Lamar, who was one of about 50 park employees inside Death Valley during the storm, said he was prepared for the worst. His wife evacuated, but he stayed home with bottled water and several days’ worth of food and supplies.

He recalled two major bouts of rain in the morning and the evening as the storm moved through, and said he knew then that there would be significant effects.

“It certainly reshaped the landscape,” he said. “Alluvial fans were reshaped, canyons were reshaped. Things that were there before will no longer be there.”

The park will probably take a financial hit from the closures, particularly because the cooler fall and winter months tend to be popular times for visitors, although officials said it is too soon to put a dollar amount on the expected losses.

The damage from the storm may also affect how officials think about the park’s roads, which were quickly undercut by the surging water.

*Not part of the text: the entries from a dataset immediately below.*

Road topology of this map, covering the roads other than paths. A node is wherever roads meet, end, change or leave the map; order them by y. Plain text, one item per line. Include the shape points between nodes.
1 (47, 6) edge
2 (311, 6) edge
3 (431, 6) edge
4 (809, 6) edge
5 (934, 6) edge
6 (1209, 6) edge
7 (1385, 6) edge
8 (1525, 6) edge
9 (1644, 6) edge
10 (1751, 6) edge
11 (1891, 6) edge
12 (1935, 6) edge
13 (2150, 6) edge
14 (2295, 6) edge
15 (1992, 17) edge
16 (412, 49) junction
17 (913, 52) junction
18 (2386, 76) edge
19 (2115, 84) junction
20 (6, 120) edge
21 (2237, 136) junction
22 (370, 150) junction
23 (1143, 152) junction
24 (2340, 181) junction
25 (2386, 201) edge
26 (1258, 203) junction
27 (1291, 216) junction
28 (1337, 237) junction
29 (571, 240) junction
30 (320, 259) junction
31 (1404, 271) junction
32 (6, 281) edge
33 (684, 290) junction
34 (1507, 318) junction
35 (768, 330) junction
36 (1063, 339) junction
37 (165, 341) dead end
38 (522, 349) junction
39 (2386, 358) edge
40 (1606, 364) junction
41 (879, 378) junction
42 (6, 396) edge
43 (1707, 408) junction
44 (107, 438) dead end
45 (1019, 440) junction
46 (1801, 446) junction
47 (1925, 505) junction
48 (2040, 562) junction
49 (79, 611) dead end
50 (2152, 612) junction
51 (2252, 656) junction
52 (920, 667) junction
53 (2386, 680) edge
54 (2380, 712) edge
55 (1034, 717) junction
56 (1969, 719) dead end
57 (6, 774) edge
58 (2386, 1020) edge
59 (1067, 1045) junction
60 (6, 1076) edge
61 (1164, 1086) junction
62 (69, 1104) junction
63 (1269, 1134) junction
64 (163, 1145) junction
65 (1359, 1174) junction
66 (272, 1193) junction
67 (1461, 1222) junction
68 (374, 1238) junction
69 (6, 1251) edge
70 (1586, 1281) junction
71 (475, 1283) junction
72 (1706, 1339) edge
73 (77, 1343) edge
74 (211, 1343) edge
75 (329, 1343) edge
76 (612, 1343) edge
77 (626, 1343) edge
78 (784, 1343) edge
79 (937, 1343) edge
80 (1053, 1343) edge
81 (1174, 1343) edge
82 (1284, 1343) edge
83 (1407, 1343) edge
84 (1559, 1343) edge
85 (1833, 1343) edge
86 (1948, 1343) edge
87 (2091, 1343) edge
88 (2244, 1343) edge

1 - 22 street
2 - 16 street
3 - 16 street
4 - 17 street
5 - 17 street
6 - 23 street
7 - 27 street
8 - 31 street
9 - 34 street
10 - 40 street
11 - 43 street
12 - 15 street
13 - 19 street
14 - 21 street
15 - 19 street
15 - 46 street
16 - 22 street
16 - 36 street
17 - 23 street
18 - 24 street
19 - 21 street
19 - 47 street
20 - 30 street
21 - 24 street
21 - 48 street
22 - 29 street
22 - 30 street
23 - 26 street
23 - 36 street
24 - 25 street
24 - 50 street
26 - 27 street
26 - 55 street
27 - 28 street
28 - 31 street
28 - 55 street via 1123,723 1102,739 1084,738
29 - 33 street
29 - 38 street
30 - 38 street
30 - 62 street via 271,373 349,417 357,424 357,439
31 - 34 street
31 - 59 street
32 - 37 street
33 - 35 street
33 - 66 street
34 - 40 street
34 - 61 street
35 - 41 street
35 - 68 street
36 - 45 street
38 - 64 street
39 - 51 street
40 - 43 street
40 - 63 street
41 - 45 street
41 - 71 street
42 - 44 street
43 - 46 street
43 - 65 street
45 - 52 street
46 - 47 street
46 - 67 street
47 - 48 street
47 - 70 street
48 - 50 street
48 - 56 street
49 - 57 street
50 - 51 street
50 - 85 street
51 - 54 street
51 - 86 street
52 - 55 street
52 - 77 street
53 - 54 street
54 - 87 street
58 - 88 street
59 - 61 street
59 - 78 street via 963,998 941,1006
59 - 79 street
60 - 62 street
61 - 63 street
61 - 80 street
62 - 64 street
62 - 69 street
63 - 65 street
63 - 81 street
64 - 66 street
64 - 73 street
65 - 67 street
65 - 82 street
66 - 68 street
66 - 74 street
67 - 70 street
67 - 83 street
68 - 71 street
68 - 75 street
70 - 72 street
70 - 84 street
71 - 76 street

More reinforcement, including improved drainage, will probably be needed as extreme weather events intensify, Lamar said.

Wind kicks up dust along Badwater Road, where crews continue to clean up damage from Tropical Storm Hilary.
Wind kicks up dust along Badwater Road, where crews continue to clean up damage from Tropical Storm Hilary.
(Robert Gauthier / Los Angeles Times)

Andriessen, of Caltrans, said crews are aiming to reopen State Route 190 in about three months. Other roads, including the one that runs from Furnace Creek to Badwater Basin, the park’s lowest point, are federally managed and also in need of repairs. There is no current estimate for its reopening.

But while Hilary was a record-setting shocker, the presence of water is also part of the park’s history, said Elyscia Lettermen, an interpretive park ranger.

During America’s last Ice Age more than 100,000 years ago, Death Valley was part of a large system of lakes. She noted that there are fossilized water ripples in mud layers in some parts of the park.

“Water is what helped sculpt this landscape — it’s not something new,” Letterman said. “Water, even though it’s rare, is a huge part of the story here.”